The Mission at Los Banos

The Recon Platoon was assigned three important tasks: Mark the landing zone. Mark the drop zone. Neutralize the sentries, guard posts, and pillboxes/bunkers for the "B" Company jump that was scheduled for 0700.

My assault team was comprised of troopers: Botkin, Call, McFadden, and myself, together with a squad of 12 Filipino guerrillas. Our assignment was to knock out two Japanese pillboxes. Each pillbox contained a machine gun. We carried one Browning Automatic Rifle (B.A.R.).

Let me state, without equivocation, that, were it not for the Filipino guides, with their intrinsic knowledge of the terrain, the Recon Platoon would have never found our objectives: the drop zone, and the beach landing zone, since we were traveling at night. Traveling overland through rice paddies, taking circuitous routes in order to skirt by the various enemy listening posts and outposts, it took us about 10 hours to arrive at our objective. Just as we crested the bank of Boot Creek, enemy fire erupted at 3 minutes before 0700. This alerted the Japanese gunners in the pillboxes. As we charged the two pillboxes, the first bursts from the machine guns wounded troopers: Call, Botkin, and one of our Filipino guides. By this time, he was our only guerrilla left with our team, as all the others had "disappeared." Nevertheless, we knocked out the pillboxes. Then suddenly a third, unreported machine gun opened fire on us. We spotted this machine gun on a knoll near a large tree overlooking our exposed position. We kept it under fire until "B" Company troopers reinforced us. This threat was then eliminated. To the best of my knowledge, our assault team suffered the only casualties in either "B" Company or the Recon Platoon.

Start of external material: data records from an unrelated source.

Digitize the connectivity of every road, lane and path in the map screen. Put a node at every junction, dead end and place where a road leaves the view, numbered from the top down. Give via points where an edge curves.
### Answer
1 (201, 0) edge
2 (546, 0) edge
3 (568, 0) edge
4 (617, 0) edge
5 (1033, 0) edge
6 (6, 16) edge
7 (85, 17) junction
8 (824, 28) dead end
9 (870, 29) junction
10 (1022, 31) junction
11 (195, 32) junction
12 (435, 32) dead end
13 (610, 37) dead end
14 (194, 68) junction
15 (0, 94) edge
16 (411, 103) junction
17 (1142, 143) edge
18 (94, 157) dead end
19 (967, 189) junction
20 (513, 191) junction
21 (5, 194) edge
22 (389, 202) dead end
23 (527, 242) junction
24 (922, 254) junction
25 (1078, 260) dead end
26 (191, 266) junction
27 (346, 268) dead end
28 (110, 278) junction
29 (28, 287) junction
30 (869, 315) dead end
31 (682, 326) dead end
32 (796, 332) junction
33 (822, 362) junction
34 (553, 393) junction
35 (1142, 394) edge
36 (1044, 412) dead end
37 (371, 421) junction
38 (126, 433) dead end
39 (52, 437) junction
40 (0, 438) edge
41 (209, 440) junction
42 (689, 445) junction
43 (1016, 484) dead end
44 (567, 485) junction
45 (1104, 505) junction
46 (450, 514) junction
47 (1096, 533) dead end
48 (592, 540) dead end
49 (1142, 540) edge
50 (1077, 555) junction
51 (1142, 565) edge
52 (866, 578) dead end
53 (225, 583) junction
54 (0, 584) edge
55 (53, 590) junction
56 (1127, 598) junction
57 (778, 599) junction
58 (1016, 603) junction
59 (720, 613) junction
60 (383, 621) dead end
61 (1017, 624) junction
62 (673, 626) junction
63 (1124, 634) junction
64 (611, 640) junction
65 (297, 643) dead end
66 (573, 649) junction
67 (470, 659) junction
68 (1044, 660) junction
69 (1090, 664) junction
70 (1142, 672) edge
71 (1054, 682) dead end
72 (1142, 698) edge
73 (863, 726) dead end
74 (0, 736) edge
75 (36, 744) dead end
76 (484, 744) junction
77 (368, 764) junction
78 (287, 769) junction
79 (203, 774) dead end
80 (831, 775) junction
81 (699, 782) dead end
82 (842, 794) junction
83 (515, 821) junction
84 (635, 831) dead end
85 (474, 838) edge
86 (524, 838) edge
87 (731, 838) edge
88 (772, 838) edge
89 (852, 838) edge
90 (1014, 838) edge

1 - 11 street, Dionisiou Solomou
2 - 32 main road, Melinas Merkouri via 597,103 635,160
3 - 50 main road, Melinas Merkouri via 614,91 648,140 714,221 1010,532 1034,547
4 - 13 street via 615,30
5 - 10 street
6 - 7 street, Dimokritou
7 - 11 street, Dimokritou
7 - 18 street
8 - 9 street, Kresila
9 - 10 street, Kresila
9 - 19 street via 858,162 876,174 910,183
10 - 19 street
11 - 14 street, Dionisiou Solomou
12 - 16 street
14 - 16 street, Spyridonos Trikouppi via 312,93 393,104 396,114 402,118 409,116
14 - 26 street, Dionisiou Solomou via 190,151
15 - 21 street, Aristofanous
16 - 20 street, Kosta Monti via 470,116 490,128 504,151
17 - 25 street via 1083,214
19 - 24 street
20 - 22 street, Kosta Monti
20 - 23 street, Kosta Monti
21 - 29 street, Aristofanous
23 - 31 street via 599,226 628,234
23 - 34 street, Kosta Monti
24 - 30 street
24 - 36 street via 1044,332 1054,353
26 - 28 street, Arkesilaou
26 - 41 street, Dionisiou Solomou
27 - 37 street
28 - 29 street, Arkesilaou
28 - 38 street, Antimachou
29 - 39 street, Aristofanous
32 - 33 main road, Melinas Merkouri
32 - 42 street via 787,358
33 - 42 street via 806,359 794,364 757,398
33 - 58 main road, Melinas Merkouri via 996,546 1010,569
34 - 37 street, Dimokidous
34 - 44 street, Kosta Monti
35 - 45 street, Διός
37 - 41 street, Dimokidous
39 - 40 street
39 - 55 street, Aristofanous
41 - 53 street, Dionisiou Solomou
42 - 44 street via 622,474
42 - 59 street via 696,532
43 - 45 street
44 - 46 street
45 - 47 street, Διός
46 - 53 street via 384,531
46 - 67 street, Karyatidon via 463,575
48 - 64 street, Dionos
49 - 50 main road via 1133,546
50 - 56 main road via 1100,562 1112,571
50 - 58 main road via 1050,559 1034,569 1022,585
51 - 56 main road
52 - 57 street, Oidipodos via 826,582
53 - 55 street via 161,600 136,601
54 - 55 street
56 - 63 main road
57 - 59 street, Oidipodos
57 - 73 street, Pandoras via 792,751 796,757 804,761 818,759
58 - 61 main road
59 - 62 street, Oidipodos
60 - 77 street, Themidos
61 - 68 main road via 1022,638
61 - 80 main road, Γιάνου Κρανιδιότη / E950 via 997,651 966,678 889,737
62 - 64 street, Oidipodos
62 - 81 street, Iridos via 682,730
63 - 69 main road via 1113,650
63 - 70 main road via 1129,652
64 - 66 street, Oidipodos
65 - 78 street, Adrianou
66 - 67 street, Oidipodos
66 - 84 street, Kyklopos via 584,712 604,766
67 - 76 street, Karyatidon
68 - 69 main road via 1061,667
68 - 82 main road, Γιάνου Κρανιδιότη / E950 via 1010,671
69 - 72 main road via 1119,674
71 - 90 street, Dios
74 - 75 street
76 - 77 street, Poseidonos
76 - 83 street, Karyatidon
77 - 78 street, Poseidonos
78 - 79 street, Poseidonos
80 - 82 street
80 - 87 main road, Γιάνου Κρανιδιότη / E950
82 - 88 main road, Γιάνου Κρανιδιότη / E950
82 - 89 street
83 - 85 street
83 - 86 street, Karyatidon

I appreciate this opportunity to explain in succinct terms, the birth and existence of the Recon Platoon. We, the liberators, have in the past, sometimes have been referred to as "Heroes." I disagree. The true heroes/heroines were the internees and the 12 POWs, the U.S. Navy Nurses. These courageous people did not give up. They survived almost 1,200 days of incarceration, which emphasizes the invincibility of their spirit. Their faith in the United States and it's Armed Forces remained unshaken. This, to me, is true heroism.